■ Work instructions ■
An exact copy of every entry is the answer here, with no pictures.

■ Records from a collection ■
=== Section Start ===
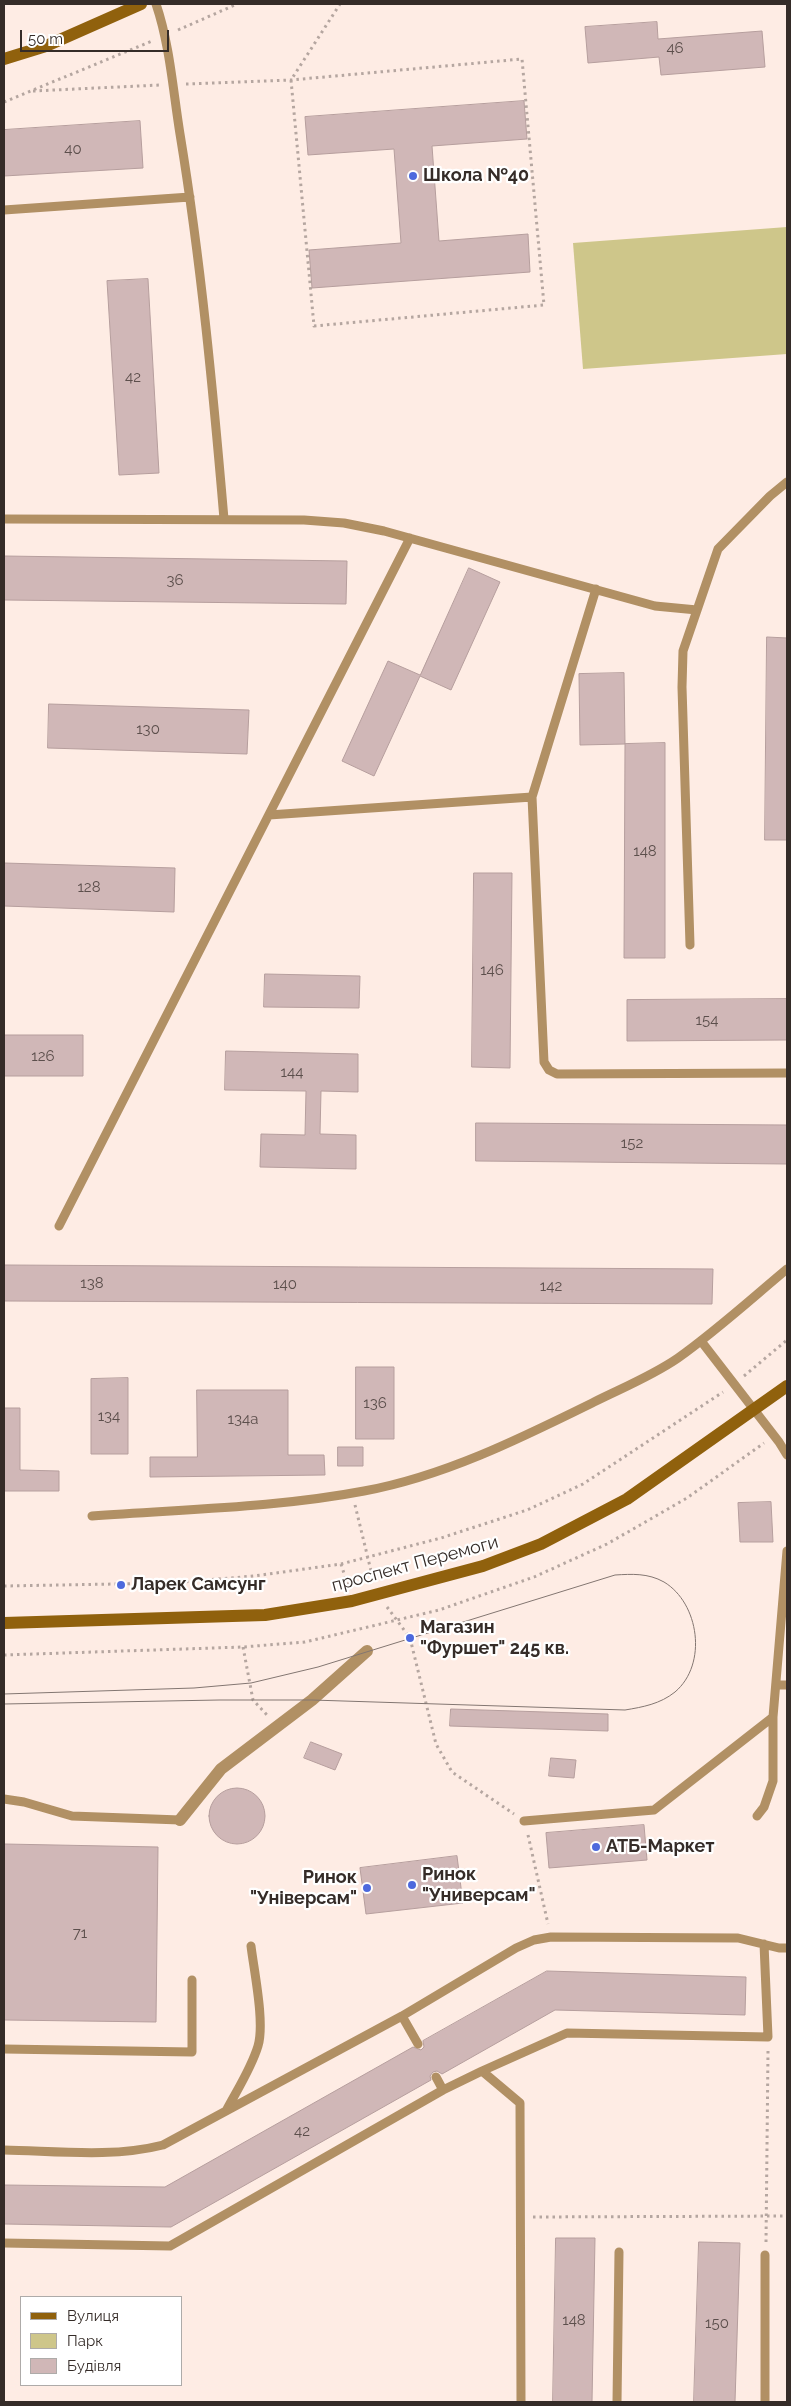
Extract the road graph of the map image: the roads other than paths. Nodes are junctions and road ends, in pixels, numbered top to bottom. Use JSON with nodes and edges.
{"nodes":[{"id":1,"x":141,"y":4,"type":"edge"},
{"id":2,"x":156,"y":4,"type":"edge"},
{"id":3,"x":4,"y":60,"type":"edge"},
{"id":4,"x":190,"y":197,"type":"junction"},
{"id":5,"x":4,"y":210,"type":"edge"},
{"id":6,"x":787,"y":482,"type":"edge"},
{"id":7,"x":4,"y":519,"type":"edge"},
{"id":8,"x":224,"y":519,"type":"junction"},
{"id":9,"x":410,"y":538,"type":"junction"},
{"id":10,"x":596,"y":589,"type":"junction"},
{"id":11,"x":697,"y":610,"type":"junction"},
{"id":12,"x":532,"y":797,"type":"junction"},
{"id":13,"x":269,"y":815,"type":"junction"},
{"id":14,"x":690,"y":946,"type":"dead end"},
{"id":15,"x":787,"y":1073,"type":"edge"},
{"id":16,"x":59,"y":1226,"type":"dead end"},
{"id":17,"x":787,"y":1269,"type":"edge"},
{"id":18,"x":701,"y":1341,"type":"junction"},
{"id":19,"x":787,"y":1386,"type":"edge"},
{"id":20,"x":755,"y":1410,"type":"junction"},
{"id":21,"x":787,"y":1455,"type":"edge"},
{"id":22,"x":92,"y":1516,"type":"dead end"},
{"id":23,"x":787,"y":1552,"type":"edge"},
{"id":24,"x":4,"y":1623,"type":"edge"},
{"id":25,"x":367,"y":1651,"type":"dead end"},
{"id":26,"x":776,"y":1685,"type":"junction"},
{"id":27,"x":787,"y":1685,"type":"edge"},
{"id":28,"x":773,"y":1717,"type":"junction"},
{"id":29,"x":4,"y":1799,"type":"edge"},
{"id":30,"x":757,"y":1816,"type":"dead end"},
{"id":31,"x":180,"y":1820,"type":"joint"},
{"id":32,"x":524,"y":1821,"type":"road end"},
{"id":33,"x":764,"y":1944,"type":"junction"},
{"id":34,"x":252,"y":1946,"type":"dead end"},
{"id":35,"x":787,"y":1948,"type":"edge"},
{"id":36,"x":192,"y":1980,"type":"dead end"},
{"id":37,"x":402,"y":2016,"type":"junction"},
{"id":38,"x":418,"y":2044,"type":"dead end"},
{"id":39,"x":4,"y":2049,"type":"edge"},
{"id":40,"x":482,"y":2070,"type":"junction"},
{"id":41,"x":436,"y":2077,"type":"dead end"},
{"id":42,"x":443,"y":2090,"type":"junction"},
{"id":43,"x":226,"y":2111,"type":"junction"},
{"id":44,"x":4,"y":2150,"type":"edge"},
{"id":45,"x":4,"y":2243,"type":"edge"},
{"id":46,"x":619,"y":2252,"type":"dead end"},
{"id":47,"x":766,"y":2255,"type":"road end"},
{"id":48,"x":521,"y":2402,"type":"edge"},
{"id":49,"x":617,"y":2402,"type":"edge"},
{"id":50,"x":765,"y":2402,"type":"edge"}],
"edges":[{"from":1,"to":3,"type":"main road"},
{"from":2,"to":4,"type":"lane"},
{"from":4,"to":5,"type":"lane"},
{"from":4,"to":8,"type":"lane"},
{"from":6,"to":11,"type":"lane"},
{"from":7,"to":8,"type":"lane"},
{"from":8,"to":9,"type":"lane"},
{"from":9,"to":10,"type":"lane"},
{"from":9,"to":13,"type":"lane"},
{"from":10,"to":11,"type":"lane"},
{"from":10,"to":12,"type":"lane"},
{"from":11,"to":14,"type":"lane"},
{"from":12,"to":13,"type":"lane"},
{"from":12,"to":15,"type":"lane"},
{"from":13,"to":16,"type":"lane"},
{"from":17,"to":18,"type":"lane"},
{"from":18,"to":20,"type":"lane"},
{"from":18,"to":22,"type":"lane"},
{"from":19,"to":20,"type":"main road","name":"проспект Перемоги"},
{"from":20,"to":21,"type":"lane"},
{"from":20,"to":24,"type":"main road","name":"проспект Перемоги"},
{"from":23,"to":26,"type":"lane"},
{"from":25,"to":31,"type":"street"},
{"from":26,"to":27,"type":"lane"},
{"from":26,"to":28,"type":"lane"},
{"from":28,"to":30,"type":"lane"},
{"from":28,"to":32,"type":"lane"},
{"from":29,"to":31,"type":"lane"},
{"from":33,"to":35,"type":"lane"},
{"from":33,"to":37,"type":"lane"},
{"from":33,"to":40,"type":"lane"},
{"from":34,"to":43,"type":"lane"},
{"from":36,"to":39,"type":"lane"},
{"from":37,"to":38,"type":"lane"},
{"from":37,"to":43,"type":"lane"},
{"from":40,"to":42,"type":"lane"},
{"from":40,"to":48,"type":"lane"},
{"from":41,"to":42,"type":"lane"},
{"from":42,"to":45,"type":"lane"},
{"from":43,"to":44,"type":"lane"},
{"from":46,"to":49,"type":"lane"},
{"from":47,"to":50,"type":"lane"}]}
=== Section End ===
■ Solution to this exercise ■
Extract the road graph of the map image: the roads other than paths. Nodes are junctions and road ends, in pixels, numbered top to bottom. Use JSON with nodes and edges.
{"nodes":[{"id":1,"x":141,"y":4,"type":"edge"},
{"id":2,"x":156,"y":4,"type":"edge"},
{"id":3,"x":4,"y":60,"type":"edge"},
{"id":4,"x":190,"y":197,"type":"junction"},
{"id":5,"x":4,"y":210,"type":"edge"},
{"id":6,"x":787,"y":482,"type":"edge"},
{"id":7,"x":4,"y":519,"type":"edge"},
{"id":8,"x":224,"y":519,"type":"junction"},
{"id":9,"x":410,"y":538,"type":"junction"},
{"id":10,"x":596,"y":589,"type":"junction"},
{"id":11,"x":697,"y":610,"type":"junction"},
{"id":12,"x":532,"y":797,"type":"junction"},
{"id":13,"x":269,"y":815,"type":"junction"},
{"id":14,"x":690,"y":946,"type":"dead end"},
{"id":15,"x":787,"y":1073,"type":"edge"},
{"id":16,"x":59,"y":1226,"type":"dead end"},
{"id":17,"x":787,"y":1269,"type":"edge"},
{"id":18,"x":701,"y":1341,"type":"junction"},
{"id":19,"x":787,"y":1386,"type":"edge"},
{"id":20,"x":755,"y":1410,"type":"junction"},
{"id":21,"x":787,"y":1455,"type":"edge"},
{"id":22,"x":92,"y":1516,"type":"dead end"},
{"id":23,"x":787,"y":1552,"type":"edge"},
{"id":24,"x":4,"y":1623,"type":"edge"},
{"id":25,"x":367,"y":1651,"type":"dead end"},
{"id":26,"x":776,"y":1685,"type":"junction"},
{"id":27,"x":787,"y":1685,"type":"edge"},
{"id":28,"x":773,"y":1717,"type":"junction"},
{"id":29,"x":4,"y":1799,"type":"edge"},
{"id":30,"x":757,"y":1816,"type":"dead end"},
{"id":31,"x":180,"y":1820,"type":"joint"},
{"id":32,"x":524,"y":1821,"type":"road end"},
{"id":33,"x":764,"y":1944,"type":"junction"},
{"id":34,"x":252,"y":1946,"type":"dead end"},
{"id":35,"x":787,"y":1948,"type":"edge"},
{"id":36,"x":192,"y":1980,"type":"dead end"},
{"id":37,"x":402,"y":2016,"type":"junction"},
{"id":38,"x":418,"y":2044,"type":"dead end"},
{"id":39,"x":4,"y":2049,"type":"edge"},
{"id":40,"x":482,"y":2070,"type":"junction"},
{"id":41,"x":436,"y":2077,"type":"dead end"},
{"id":42,"x":443,"y":2090,"type":"junction"},
{"id":43,"x":226,"y":2111,"type":"junction"},
{"id":44,"x":4,"y":2150,"type":"edge"},
{"id":45,"x":4,"y":2243,"type":"edge"},
{"id":46,"x":619,"y":2252,"type":"dead end"},
{"id":47,"x":766,"y":2255,"type":"road end"},
{"id":48,"x":521,"y":2402,"type":"edge"},
{"id":49,"x":617,"y":2402,"type":"edge"},
{"id":50,"x":765,"y":2402,"type":"edge"}],
"edges":[{"from":1,"to":3,"type":"main road"},
{"from":2,"to":4,"type":"lane"},
{"from":4,"to":5,"type":"lane"},
{"from":4,"to":8,"type":"lane"},
{"from":6,"to":11,"type":"lane"},
{"from":7,"to":8,"type":"lane"},
{"from":8,"to":9,"type":"lane"},
{"from":9,"to":10,"type":"lane"},
{"from":9,"to":13,"type":"lane"},
{"from":10,"to":11,"type":"lane"},
{"from":10,"to":12,"type":"lane"},
{"from":11,"to":14,"type":"lane"},
{"from":12,"to":13,"type":"lane"},
{"from":12,"to":15,"type":"lane"},
{"from":13,"to":16,"type":"lane"},
{"from":17,"to":18,"type":"lane"},
{"from":18,"to":20,"type":"lane"},
{"from":18,"to":22,"type":"lane"},
{"from":19,"to":20,"type":"main road","name":"проспект Перемоги"},
{"from":20,"to":21,"type":"lane"},
{"from":20,"to":24,"type":"main road","name":"проспект Перемоги"},
{"from":23,"to":26,"type":"lane"},
{"from":25,"to":31,"type":"street"},
{"from":26,"to":27,"type":"lane"},
{"from":26,"to":28,"type":"lane"},
{"from":28,"to":30,"type":"lane"},
{"from":28,"to":32,"type":"lane"},
{"from":29,"to":31,"type":"lane"},
{"from":33,"to":35,"type":"lane"},
{"from":33,"to":37,"type":"lane"},
{"from":33,"to":40,"type":"lane"},
{"from":34,"to":43,"type":"lane"},
{"from":36,"to":39,"type":"lane"},
{"from":37,"to":38,"type":"lane"},
{"from":37,"to":43,"type":"lane"},
{"from":40,"to":42,"type":"lane"},
{"from":40,"to":48,"type":"lane"},
{"from":41,"to":42,"type":"lane"},
{"from":42,"to":45,"type":"lane"},
{"from":43,"to":44,"type":"lane"},
{"from":46,"to":49,"type":"lane"},
{"from":47,"to":50,"type":"lane"}]}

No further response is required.